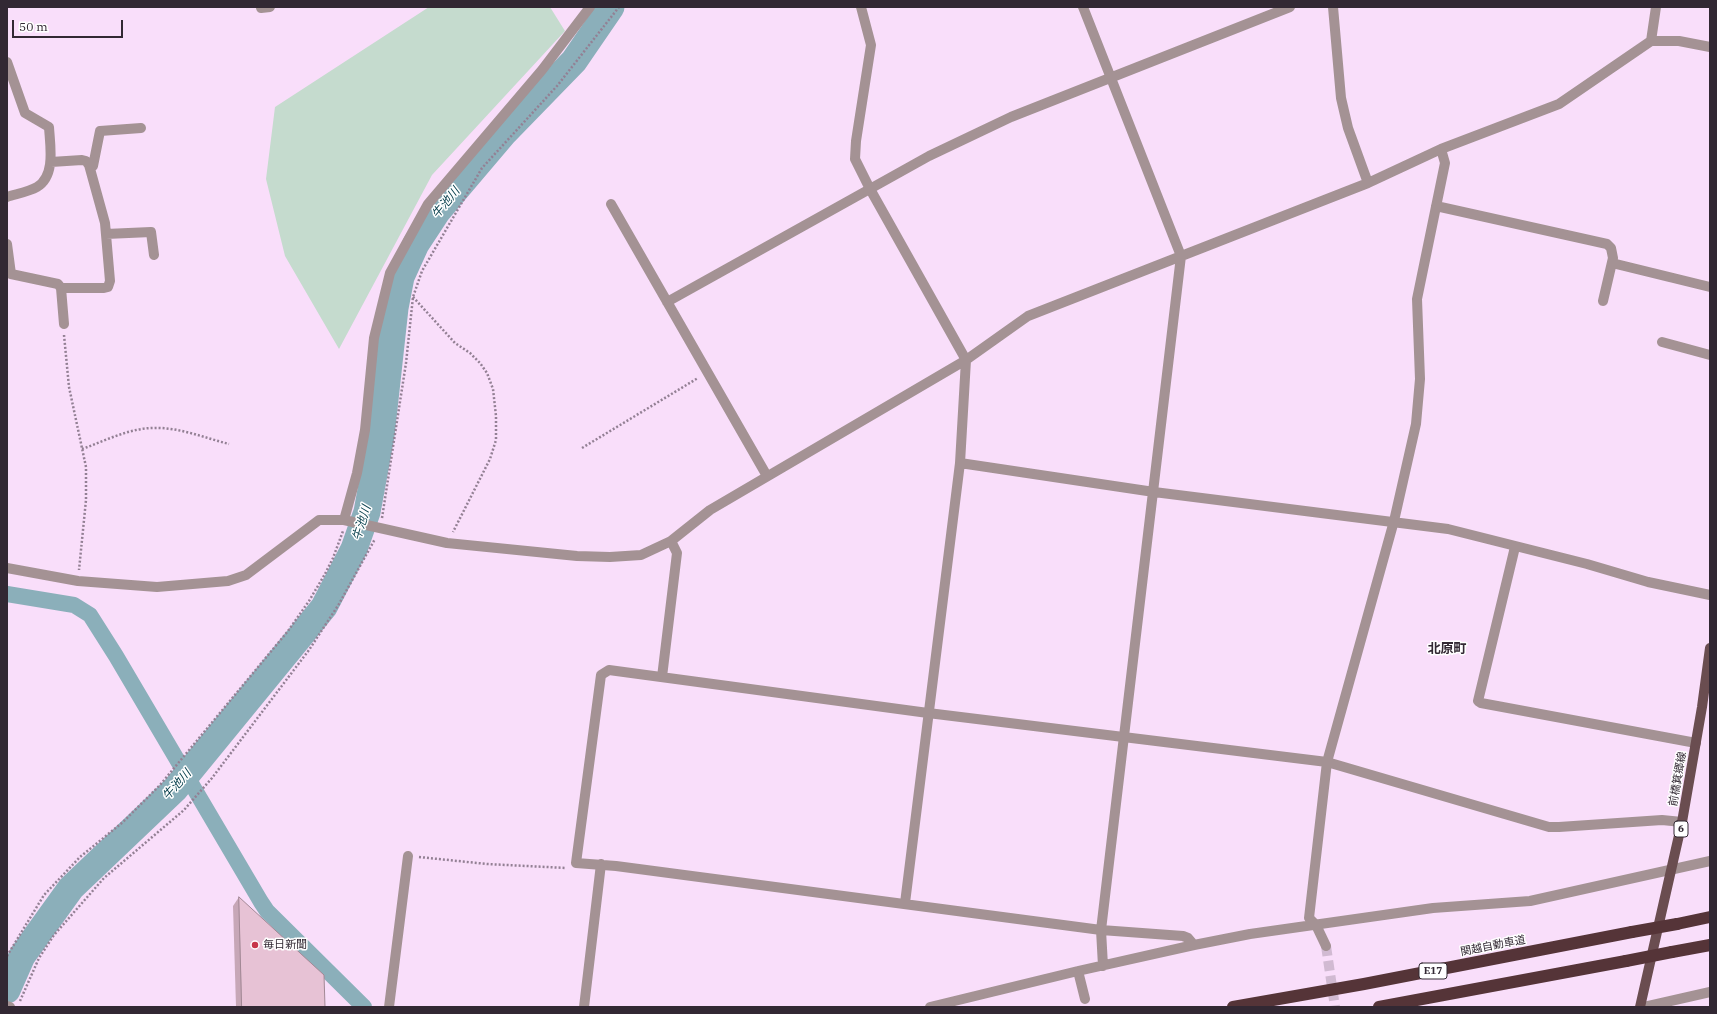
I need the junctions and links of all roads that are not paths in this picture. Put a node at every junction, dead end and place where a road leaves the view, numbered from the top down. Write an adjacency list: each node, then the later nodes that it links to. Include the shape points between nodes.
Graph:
1 (590, 7): 36 (street, via 542,70 428,204 390,273 374,338 365,430)
2 (861, 7): 16 (street, via 871,45 855,159)
3 (1083, 7): 10 (street)
4 (1290, 7): 10 (street)
5 (1332, 7): 15 (street, via 1341,98 1348,128)
6 (1656, 7): 7 (street)
7 (1651, 41): 8 (street, via 1679,41); 12 (street, via 1559,104)
8 (1710, 47)
9 (7, 62): 13 (street, via 25,113 49,127)
10 (1111, 77): 16 (street, via 1011,117 929,156); 23 (street)
11 (141, 128): 14 (street, via 100,131 93,166)
12 (1441, 149): 15 (street); 19 (street, via 1445,164)
13 (51, 162): 14 (street, via 82,160 86,161); 17 (street, via 44,180 37,187)
14 (90, 168): 20 (street)
15 (1368, 183): 23 (street)
16 (870, 189): 27 (street); 32 (street)
17 (7, 197)
18 (611, 204): 27 (street)
19 (1436, 206): 24 (street, via 1607,244 1613,252); 37 (street, via 1417,300 1420,379 1416,424)
20 (106, 234): 22 (street, via 151,232); 26 (street, via 110,281 108,286)
21 (7, 244): 26 (street, via 11,274 58,284)
22 (154, 255)
23 (1181, 256): 32 (street, via 1028,316); 35 (street)
24 (1612, 263): 25 (street); 28 (street)
25 (1710, 287)
26 (61, 288): 29 (street)
27 (667, 302): 34 (street)
28 (1604, 302)
29 (64, 324)
30 (1662, 342): 31 (street)
31 (1710, 355)
32 (966, 360): 33 (street); 34 (street)
33 (960, 463): 35 (street); 44 (street)
34 (767, 476): 38 (street, via 710,510)
35 (1154, 492): 37 (street); 45 (street)
36 (348, 521): 38 (street, via 447,543 577,556 641,555); 40 (street, via 319,520 246,575 228,580 157,587 78,581)
37 (1394, 521): 39 (street, via 1448,529); 47 (street)
38 (671, 541): 43 (street, via 677,553)
39 (1515, 547): 41 (street, via 1648,582); 46 (street, via 1478,701)
40 (7, 568)
41 (1710, 595)
42 (1710, 648): 46 (main road, 前橋箕郷線 / 6)
43 (662, 677): 44 (street); 51 (street, via 609,670 601,675 576,863)
44 (928, 713): 45 (street); 53 (street)
45 (1123, 736): 47 (street); 56 (street)
46 (1696, 743): 48 (main road, 前橋箕郷線 / 6)
47 (1327, 762): 48 (street, via 1549,827 1662,820); 55 (street, via 1309,918)
48 (1682, 822): 52 (main road, 前橋箕郷線 / 6)
49 (408, 856): 66 (street)
50 (1710, 861): 52 (street)
51 (601, 864): 53 (street); 67 (street)
52 (1673, 869): 55 (street, via 1530,901 1433,908); 71 (main road, 前橋箕郷線 / 6)
53 (905, 903): 56 (street)
54 (1710, 917): 69 (highway, 関越自動車道 / E17, bridge)
55 (1316, 925): 57 (street); 59 (street)
56 (1101, 930): 57 (street, via 1183,936); 60 (street)
57 (1194, 945): 60 (street)
58 (1710, 945): 70 (highway, E17, bridge)
59 (1326, 946)
60 (1103, 966): 61 (street)
61 (1078, 971): 63 (street); 68 (street)
62 (1710, 992): 72 (street)
63 (1085, 999)
64 (7, 1006): 65 (street)
65 (10, 1007)
66 (389, 1007)
67 (584, 1007)
68 (930, 1007)
69 (1233, 1007)
70 (1379, 1007)
71 (1640, 1007)
72 (1644, 1007)

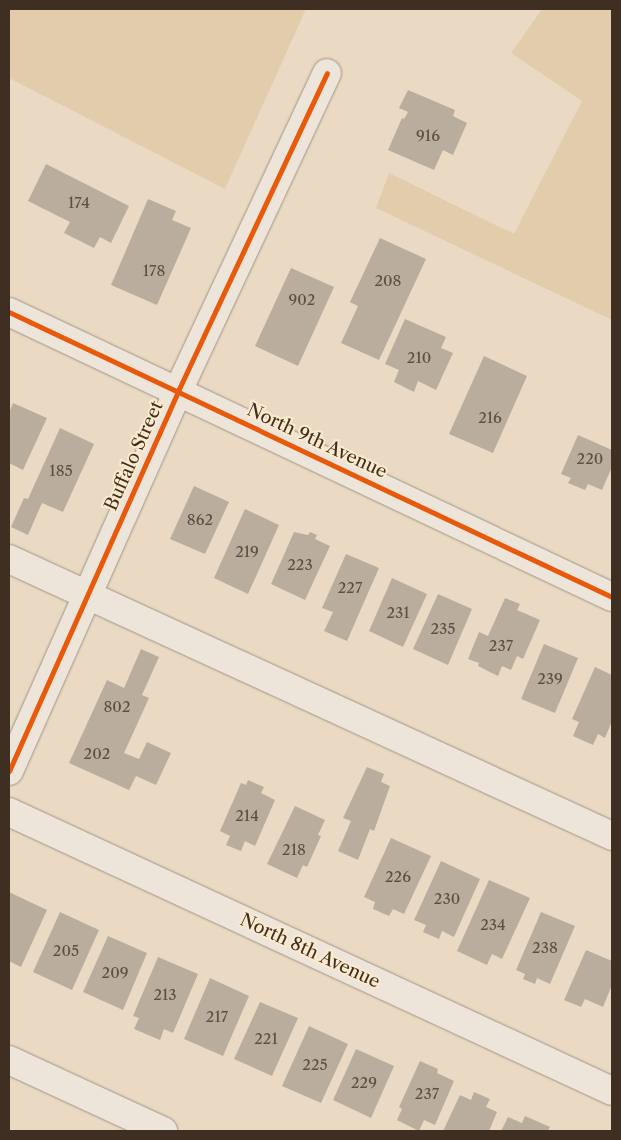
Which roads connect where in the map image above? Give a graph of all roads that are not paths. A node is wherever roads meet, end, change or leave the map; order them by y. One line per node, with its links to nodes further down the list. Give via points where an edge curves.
1 (327, 73): 3 (street, Buffalo Street)
2 (9, 312): 3 (street, North 9th Avenue)
3 (178, 391): 5 (street, Buffalo Street); 6 (street, North 9th Avenue)
4 (9, 559): 5 (street)
5 (87, 595): 7 (street, Buffalo Street); 9 (street)
6 (612, 597)
7 (9, 771)
8 (9, 812): 11 (street, North 8th Avenue)
9 (612, 836)
10 (9, 1060): 12 (street)
11 (612, 1091)
12 (163, 1131)

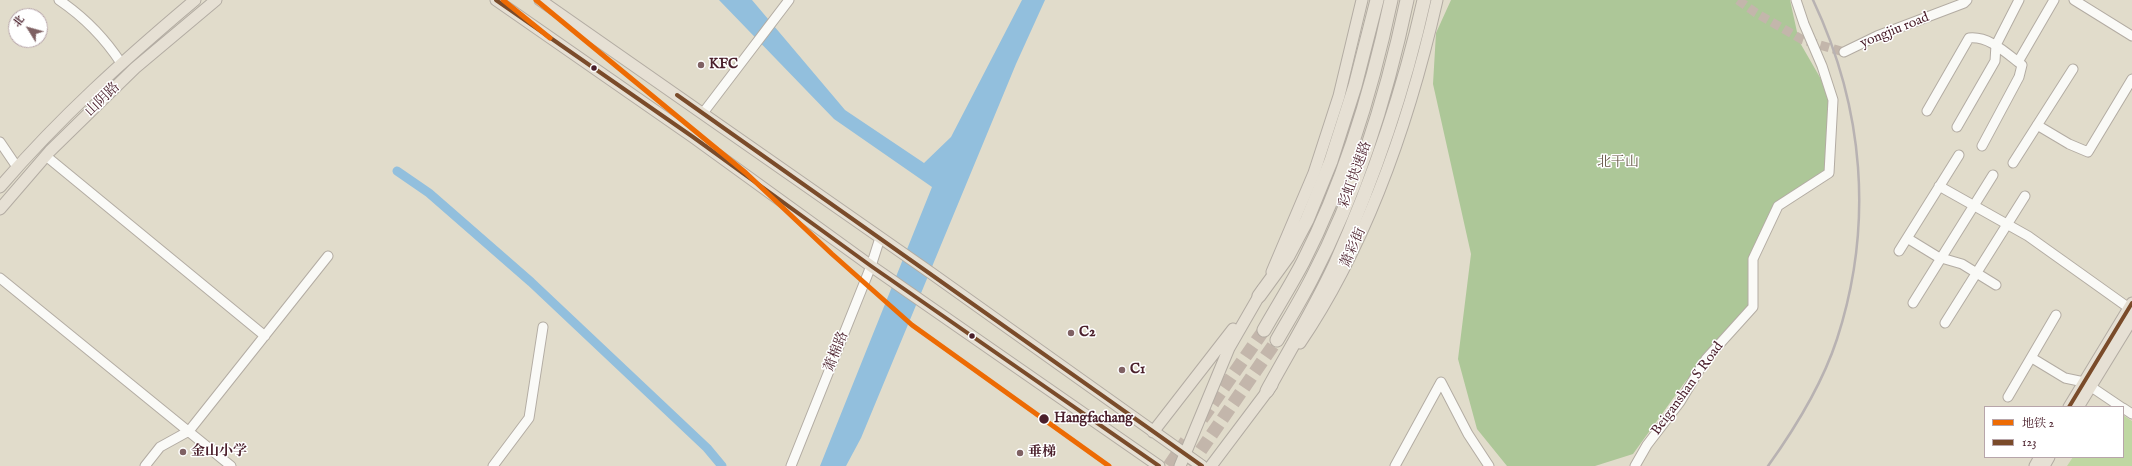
******
→ Exercise: Give an exact copy of the material, leaving out every picture.

→ Reply:
I need the junctions and links of all roads that are not paths in this picture. Put a node at every junction, dead end and place where a road leaves the view, numbered from the top down. Write an adjacency list: each node, then the later nodes that it links to. Include the shape points between nodes.
Graph:
1 (590, 7): 36 (street, via 542,70 428,204 390,273 374,338 365,430)
2 (861, 7): 16 (street, via 871,45 855,159)
3 (1083, 7): 10 (street)
4 (1290, 7): 10 (street)
5 (1332, 7): 15 (street, via 1341,98 1348,128)
6 (1656, 7): 7 (street)
7 (1651, 41): 8 (street, via 1679,41); 12 (street, via 1559,104)
8 (1710, 47)
9 (7, 62): 13 (street, via 25,113 49,127)
10 (1111, 77): 16 (street, via 1011,117 929,156); 23 (street)
11 (141, 128): 14 (street, via 100,131 93,166)
12 (1441, 149): 15 (street); 19 (street, via 1445,164)
13 (51, 162): 14 (street, via 82,160 86,161); 17 (street, via 44,180 37,187)
14 (90, 168): 20 (street)
15 (1368, 183): 23 (street)
16 (870, 189): 27 (street); 32 (street)
17 (7, 197)
18 (611, 204): 27 (street)
19 (1436, 206): 24 (street, via 1607,244 1613,252); 37 (street, via 1417,300 1420,379 1416,424)
20 (106, 234): 22 (street, via 151,232); 26 (street, via 110,281 108,286)
21 (7, 244): 26 (street, via 11,274 58,284)
22 (154, 255)
23 (1181, 256): 32 (street, via 1028,316); 35 (street)
24 (1612, 263): 25 (street); 28 (street)
25 (1710, 287)
26 (61, 288): 29 (street)
27 (667, 302): 34 (street)
28 (1604, 302)
29 (64, 324)
30 (1662, 342): 31 (street)
31 (1710, 355)
32 (966, 360): 33 (street); 34 (street)
33 (960, 463): 35 (street); 44 (street)
34 (767, 476): 38 (street, via 710,510)
35 (1154, 492): 37 (street); 45 (street)
36 (348, 521): 38 (street, via 447,543 577,556 641,555); 40 (street, via 319,520 246,575 228,580 157,587 78,581)
37 (1394, 521): 39 (street, via 1448,529); 47 (street)
38 (671, 541): 43 (street, via 677,553)
39 (1515, 547): 41 (street, via 1648,582); 46 (street, via 1478,701)
40 (7, 568)
41 (1710, 595)
42 (1710, 648): 46 (main road, 前橋箕郷線 / 6)
43 (662, 677): 44 (street); 51 (street, via 609,670 601,675 576,863)
44 (928, 713): 45 (street); 53 (street)
45 (1123, 736): 47 (street); 56 (street)
46 (1696, 743): 48 (main road, 前橋箕郷線 / 6)
47 (1327, 762): 48 (street, via 1549,827 1662,820); 55 (street, via 1309,918)
48 (1682, 822): 52 (main road, 前橋箕郷線 / 6)
49 (408, 856): 66 (street)
50 (1710, 861): 52 (street)
51 (601, 864): 53 (street); 67 (street)
52 (1673, 869): 55 (street, via 1530,901 1433,908); 71 (main road, 前橋箕郷線 / 6)
53 (905, 903): 56 (street)
54 (1710, 917): 69 (highway, 関越自動車道 / E17, bridge)
55 (1316, 925): 57 (street); 59 (street)
56 (1101, 930): 57 (street, via 1183,936); 60 (street)
57 (1194, 945): 60 (street)
58 (1710, 945): 70 (highway, E17, bridge)
59 (1326, 946)
60 (1103, 966): 61 (street)
61 (1078, 971): 63 (street); 68 (street)
62 (1710, 992): 72 (street)
63 (1085, 999)
64 (7, 1006): 65 (street)
65 (10, 1007)
66 (389, 1007)
67 (584, 1007)
68 (930, 1007)
69 (1233, 1007)
70 (1379, 1007)
71 (1640, 1007)
72 (1644, 1007)

Which roads connect where in the map image above? Give a graph of all roads that are not paths. A node is wherever roads meet, end, change or leave the map; order them by y. One line per node, with its links to nodes further down the list. Give via points where an edge curves.
1 (327, 73): 3 (street, Buffalo Street)
2 (9, 312): 3 (street, North 9th Avenue)
3 (178, 391): 5 (street, Buffalo Street); 6 (street, North 9th Avenue)
4 (9, 559): 5 (street)
5 (87, 595): 7 (street, Buffalo Street); 9 (street)
6 (612, 597)
7 (9, 771)
8 (9, 812): 11 (street, North 8th Avenue)
9 (612, 836)
10 (9, 1060): 12 (street)
11 (612, 1091)
12 (163, 1131)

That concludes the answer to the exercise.